Félicien Rops

Publié le par Gaspard Elliott


"La vertu du diable est dans les reins".

Baudelaire, Verlaine, Barbey d'Aurevilly, Péladan lui commandèrent des frontispices - car comme l'a dit Huysmans, il a  "peint, en d'imperfectibles pages, le surnaturel de la perversité, l'au-delà du Mal". Ses allégories de la Luxure, où le Diable, même lorsqu'il n'y apparaît pas, règne en maître absolu, restituée dans sa dimension biblique, en font l'un des chefs de l'école satanique.

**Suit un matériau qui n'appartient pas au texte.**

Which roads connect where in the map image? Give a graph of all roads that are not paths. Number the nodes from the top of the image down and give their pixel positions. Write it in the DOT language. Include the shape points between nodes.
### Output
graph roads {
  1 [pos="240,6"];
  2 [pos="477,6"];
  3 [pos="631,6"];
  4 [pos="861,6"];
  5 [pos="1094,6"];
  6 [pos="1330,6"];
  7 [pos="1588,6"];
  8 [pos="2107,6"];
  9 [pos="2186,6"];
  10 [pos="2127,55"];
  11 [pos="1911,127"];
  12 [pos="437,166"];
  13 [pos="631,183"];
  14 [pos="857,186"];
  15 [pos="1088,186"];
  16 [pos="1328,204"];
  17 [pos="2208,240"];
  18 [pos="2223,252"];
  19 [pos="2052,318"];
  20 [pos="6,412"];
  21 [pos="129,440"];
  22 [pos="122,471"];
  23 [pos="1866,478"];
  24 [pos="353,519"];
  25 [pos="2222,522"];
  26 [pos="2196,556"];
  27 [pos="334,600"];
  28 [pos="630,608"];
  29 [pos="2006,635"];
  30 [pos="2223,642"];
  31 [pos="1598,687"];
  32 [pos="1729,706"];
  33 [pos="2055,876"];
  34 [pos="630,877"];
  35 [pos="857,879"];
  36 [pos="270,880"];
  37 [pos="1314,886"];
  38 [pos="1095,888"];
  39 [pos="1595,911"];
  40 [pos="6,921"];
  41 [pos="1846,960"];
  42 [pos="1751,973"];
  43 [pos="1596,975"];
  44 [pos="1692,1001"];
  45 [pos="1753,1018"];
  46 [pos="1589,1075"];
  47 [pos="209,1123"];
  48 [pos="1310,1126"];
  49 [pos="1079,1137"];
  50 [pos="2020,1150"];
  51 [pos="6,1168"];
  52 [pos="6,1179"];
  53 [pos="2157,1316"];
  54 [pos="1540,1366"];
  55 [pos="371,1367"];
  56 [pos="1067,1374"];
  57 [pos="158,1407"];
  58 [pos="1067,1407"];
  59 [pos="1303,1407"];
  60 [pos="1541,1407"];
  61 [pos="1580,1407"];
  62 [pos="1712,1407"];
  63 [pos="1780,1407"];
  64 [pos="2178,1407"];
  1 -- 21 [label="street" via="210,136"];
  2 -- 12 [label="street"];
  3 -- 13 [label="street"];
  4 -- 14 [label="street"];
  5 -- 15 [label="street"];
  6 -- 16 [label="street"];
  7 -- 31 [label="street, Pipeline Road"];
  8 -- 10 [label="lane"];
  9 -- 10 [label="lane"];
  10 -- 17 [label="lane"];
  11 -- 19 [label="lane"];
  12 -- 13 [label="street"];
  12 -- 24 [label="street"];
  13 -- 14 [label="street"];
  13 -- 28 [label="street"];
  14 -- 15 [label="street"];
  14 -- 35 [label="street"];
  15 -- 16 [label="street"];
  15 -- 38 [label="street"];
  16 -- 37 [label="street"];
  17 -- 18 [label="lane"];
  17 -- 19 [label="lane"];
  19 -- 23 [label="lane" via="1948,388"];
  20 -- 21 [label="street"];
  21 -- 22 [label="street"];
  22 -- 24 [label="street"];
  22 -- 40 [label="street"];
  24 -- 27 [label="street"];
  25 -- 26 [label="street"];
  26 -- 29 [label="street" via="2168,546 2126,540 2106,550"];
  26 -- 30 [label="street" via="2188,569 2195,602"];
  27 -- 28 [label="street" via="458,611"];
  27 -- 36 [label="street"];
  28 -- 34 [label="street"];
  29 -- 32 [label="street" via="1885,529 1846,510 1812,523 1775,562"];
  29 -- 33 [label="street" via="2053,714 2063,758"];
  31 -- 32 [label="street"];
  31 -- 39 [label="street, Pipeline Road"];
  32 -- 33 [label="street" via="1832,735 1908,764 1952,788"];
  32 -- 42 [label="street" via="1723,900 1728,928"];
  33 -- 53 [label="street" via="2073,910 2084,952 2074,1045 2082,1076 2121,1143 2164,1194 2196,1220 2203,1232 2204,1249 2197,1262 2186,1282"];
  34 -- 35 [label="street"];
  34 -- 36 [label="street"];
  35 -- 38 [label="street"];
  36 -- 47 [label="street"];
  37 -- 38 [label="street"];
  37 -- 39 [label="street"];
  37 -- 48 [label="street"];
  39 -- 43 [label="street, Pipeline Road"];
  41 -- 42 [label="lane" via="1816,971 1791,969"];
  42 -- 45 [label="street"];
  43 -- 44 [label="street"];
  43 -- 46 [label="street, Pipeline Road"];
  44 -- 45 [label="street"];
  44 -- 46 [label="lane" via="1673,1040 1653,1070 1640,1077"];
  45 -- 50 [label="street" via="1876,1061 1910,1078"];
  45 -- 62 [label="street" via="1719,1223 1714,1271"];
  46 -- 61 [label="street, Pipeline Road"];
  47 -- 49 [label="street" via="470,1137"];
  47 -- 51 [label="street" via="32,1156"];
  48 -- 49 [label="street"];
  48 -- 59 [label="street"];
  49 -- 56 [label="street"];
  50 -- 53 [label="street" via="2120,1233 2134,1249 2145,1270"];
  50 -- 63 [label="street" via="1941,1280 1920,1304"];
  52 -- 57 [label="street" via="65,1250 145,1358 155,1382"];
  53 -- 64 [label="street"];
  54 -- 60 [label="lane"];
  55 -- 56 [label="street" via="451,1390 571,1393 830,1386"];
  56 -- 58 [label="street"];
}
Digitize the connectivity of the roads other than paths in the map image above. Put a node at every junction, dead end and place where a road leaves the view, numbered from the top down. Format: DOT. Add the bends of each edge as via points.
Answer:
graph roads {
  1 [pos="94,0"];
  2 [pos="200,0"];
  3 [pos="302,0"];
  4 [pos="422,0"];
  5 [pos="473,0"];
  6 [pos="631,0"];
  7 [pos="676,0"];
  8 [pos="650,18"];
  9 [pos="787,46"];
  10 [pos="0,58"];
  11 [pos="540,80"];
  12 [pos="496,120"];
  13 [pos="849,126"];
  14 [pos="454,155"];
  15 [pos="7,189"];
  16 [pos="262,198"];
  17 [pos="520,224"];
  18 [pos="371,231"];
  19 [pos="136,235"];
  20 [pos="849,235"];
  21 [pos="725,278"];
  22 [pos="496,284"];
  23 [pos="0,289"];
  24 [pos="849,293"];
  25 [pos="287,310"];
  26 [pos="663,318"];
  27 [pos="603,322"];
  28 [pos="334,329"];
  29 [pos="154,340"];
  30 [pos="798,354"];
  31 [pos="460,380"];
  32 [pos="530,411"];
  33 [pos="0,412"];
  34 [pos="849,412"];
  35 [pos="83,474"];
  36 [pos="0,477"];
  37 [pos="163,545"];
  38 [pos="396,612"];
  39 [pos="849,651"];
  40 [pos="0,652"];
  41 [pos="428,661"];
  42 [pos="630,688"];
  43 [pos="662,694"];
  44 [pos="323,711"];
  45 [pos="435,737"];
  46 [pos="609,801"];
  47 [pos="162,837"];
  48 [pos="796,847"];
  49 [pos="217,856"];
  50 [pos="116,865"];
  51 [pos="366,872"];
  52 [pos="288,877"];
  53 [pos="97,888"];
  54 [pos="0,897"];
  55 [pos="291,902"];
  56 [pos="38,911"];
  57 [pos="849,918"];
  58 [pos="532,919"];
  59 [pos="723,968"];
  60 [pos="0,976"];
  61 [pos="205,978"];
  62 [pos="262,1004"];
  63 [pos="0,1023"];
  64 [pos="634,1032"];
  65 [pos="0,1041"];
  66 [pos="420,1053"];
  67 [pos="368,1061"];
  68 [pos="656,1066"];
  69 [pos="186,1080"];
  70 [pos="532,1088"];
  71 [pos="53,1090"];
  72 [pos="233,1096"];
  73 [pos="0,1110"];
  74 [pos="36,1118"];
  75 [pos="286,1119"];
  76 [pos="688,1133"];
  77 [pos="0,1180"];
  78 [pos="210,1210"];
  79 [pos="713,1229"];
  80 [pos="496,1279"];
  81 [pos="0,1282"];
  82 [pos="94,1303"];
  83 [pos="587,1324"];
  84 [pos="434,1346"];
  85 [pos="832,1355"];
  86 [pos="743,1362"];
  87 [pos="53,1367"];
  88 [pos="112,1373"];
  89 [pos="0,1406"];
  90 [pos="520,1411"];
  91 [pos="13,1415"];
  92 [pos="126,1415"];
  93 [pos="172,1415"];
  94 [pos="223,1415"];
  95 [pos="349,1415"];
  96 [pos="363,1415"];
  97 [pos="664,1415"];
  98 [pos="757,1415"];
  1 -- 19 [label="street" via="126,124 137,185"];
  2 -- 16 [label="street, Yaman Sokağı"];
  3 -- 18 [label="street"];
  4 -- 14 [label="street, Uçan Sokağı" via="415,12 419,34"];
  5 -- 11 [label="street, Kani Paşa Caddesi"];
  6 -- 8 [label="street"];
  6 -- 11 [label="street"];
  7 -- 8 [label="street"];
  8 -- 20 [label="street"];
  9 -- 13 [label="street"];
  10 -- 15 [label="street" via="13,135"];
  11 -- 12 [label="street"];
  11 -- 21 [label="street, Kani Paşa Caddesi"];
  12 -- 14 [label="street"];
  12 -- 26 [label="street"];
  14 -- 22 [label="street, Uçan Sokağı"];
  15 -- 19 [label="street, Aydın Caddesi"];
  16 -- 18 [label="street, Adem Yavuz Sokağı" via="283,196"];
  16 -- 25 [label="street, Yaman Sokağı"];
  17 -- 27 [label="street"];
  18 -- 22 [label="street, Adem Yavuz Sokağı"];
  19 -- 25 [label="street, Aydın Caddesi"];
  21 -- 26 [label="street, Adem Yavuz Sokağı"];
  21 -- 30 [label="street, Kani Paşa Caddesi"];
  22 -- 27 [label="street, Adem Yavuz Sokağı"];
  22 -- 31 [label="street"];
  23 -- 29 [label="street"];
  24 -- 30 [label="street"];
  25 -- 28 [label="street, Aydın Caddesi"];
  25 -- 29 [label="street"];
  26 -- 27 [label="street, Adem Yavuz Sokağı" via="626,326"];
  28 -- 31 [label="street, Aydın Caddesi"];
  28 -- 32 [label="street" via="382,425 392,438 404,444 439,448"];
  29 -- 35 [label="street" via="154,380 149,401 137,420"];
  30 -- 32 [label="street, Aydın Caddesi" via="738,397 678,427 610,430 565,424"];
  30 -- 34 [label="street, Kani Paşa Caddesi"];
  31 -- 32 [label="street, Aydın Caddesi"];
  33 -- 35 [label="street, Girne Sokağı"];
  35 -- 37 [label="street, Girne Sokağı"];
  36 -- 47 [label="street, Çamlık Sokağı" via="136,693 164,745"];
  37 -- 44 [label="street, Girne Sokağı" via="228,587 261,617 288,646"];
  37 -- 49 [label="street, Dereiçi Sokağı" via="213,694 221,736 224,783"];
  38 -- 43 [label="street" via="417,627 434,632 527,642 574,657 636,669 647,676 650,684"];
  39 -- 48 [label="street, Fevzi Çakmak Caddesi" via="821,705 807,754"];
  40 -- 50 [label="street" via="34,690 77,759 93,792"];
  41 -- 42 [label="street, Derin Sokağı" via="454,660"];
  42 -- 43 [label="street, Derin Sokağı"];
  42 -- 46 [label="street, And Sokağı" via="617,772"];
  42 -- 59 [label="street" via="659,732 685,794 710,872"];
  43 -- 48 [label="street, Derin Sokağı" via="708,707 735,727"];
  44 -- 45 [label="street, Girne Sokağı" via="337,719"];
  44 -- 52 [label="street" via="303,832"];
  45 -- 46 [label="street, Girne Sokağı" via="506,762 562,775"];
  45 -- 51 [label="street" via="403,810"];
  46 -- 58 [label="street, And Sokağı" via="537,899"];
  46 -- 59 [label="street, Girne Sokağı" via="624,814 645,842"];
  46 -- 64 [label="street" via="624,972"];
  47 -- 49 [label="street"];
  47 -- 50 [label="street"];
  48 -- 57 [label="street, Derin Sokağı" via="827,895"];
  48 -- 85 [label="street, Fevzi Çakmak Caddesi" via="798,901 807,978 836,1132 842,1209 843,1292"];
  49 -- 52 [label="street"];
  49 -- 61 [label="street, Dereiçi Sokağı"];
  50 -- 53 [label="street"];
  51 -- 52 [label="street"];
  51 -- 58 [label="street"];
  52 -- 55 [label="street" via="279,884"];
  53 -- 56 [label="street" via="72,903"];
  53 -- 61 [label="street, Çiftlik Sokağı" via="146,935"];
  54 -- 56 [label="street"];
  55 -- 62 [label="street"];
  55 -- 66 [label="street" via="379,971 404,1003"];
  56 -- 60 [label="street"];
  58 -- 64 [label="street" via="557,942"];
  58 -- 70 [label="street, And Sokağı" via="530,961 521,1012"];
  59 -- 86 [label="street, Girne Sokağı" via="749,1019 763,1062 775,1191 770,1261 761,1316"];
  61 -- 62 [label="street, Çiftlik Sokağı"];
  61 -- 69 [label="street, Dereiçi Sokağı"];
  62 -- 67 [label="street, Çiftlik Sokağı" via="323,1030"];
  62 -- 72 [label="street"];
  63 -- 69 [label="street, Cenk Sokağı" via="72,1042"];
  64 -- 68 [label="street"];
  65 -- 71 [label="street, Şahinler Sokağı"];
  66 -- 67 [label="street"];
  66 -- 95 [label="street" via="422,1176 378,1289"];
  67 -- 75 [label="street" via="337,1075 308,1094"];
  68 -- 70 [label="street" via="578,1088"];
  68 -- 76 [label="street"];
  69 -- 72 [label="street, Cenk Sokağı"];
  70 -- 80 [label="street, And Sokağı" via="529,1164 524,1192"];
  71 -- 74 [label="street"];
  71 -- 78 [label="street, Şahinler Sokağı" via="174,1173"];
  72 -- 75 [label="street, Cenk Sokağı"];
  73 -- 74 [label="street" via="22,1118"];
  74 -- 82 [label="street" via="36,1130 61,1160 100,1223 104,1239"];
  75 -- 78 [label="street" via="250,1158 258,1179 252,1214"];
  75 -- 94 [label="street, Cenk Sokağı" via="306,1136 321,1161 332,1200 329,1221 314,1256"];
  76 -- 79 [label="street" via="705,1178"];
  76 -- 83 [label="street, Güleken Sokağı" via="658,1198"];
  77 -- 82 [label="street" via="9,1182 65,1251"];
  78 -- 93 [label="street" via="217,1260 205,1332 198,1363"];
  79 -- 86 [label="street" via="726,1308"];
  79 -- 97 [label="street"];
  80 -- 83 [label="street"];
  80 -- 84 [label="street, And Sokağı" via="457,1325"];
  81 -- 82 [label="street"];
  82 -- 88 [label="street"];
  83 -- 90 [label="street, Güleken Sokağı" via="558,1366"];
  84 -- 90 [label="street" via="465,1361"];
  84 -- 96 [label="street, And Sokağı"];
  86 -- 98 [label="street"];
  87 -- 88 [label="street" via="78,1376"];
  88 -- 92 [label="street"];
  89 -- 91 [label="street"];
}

L'inspiration de Rops, considéré en tant qu'artiste, illustre les périls de la contrition et du choix de la vie vertueuse.
Il est vain d'essayer d'isoler en soi le vice: les voeux de chasteté sont contre-attaqués de visions  lubriques, la chair travaille en souterrain et rejaillit en fantasmagories ordurières, qui hantent l'âme et vont jusqu'à la posséder.

Dans son oeuvre satanique, il déniche le sabbat dissimulé derrière les plates habitudes de la vie quotidienne, les instants où, un quart d'heure par jour, répondant à l'appel de la nature, l'homme est un petit sorcier qui assouvit son besoin. Chez la femme, le tourment de la chair est de grande ampleur. Satisfaite par le Diable, son extase est énorme, le plaisir atteint des degrés insupportables et peut la tuer - c'est la petite mort à l'échelle biblique.

Chez Rops, la malignité de la nature humaine est telle, que lutter contre la luxure n'est pas plus salutaire que d'y succomber. Qu'il lutte ou qu'il succombe, l'homme est coupable dans les deux cas: il n'y a pas d'attitude recommandable vis-à-vis de la sensualité, vécue comme une corruption; l'unique main secourable, mais à laquelle personne ne croit, est la main spirituelle, la main divine.

Le Diable perd la femme, qui à son tour perd l'homme, en se faisant la complice de ses pulsions: elle est sorcière, succube, hérodiade. De tout le genre humain, l'Artiste est l'être le plus vulnérable: la création s'accomode mal de la débauche, car "l'exutoire corporel est le destructeur le plus certain de l'art" (Huysmans).

Le supplice de la chair n'est qu'un échantillon de l'art de Rops, tout comme la Luxure n'est qu'un des sept péchés capitaux. Il a
réinventé Sade dans les arts plastiques, ce qui est beaucoup, mais il a fait davantage encore: il a généralisé son art, réalisé ses fleurs du mal. Rops est maître dans le rendu de l'innommable, de l'horreur cachée - le fameux "dessous de carte" - le grondement lancinant et sourd, la présence invisible du Mal. Il l'a traqué dans la vie moderne, et compris que chacun porte en soi les germes de la destruction. Rien de plus funeste que le mal qui s'ignore: dans les égoûts de Paris croupissent les eaux stagnantes, et sous l'apparente nonchalance de la Seine gémissent les eaux du Styx.

"Il est plus difficile pour les gens de ce siècle de croire au Diable que de l'aimer. Tout le monde le sert et personne n'y croit. Sublime subtilité du Diable" dixit Baudelaire.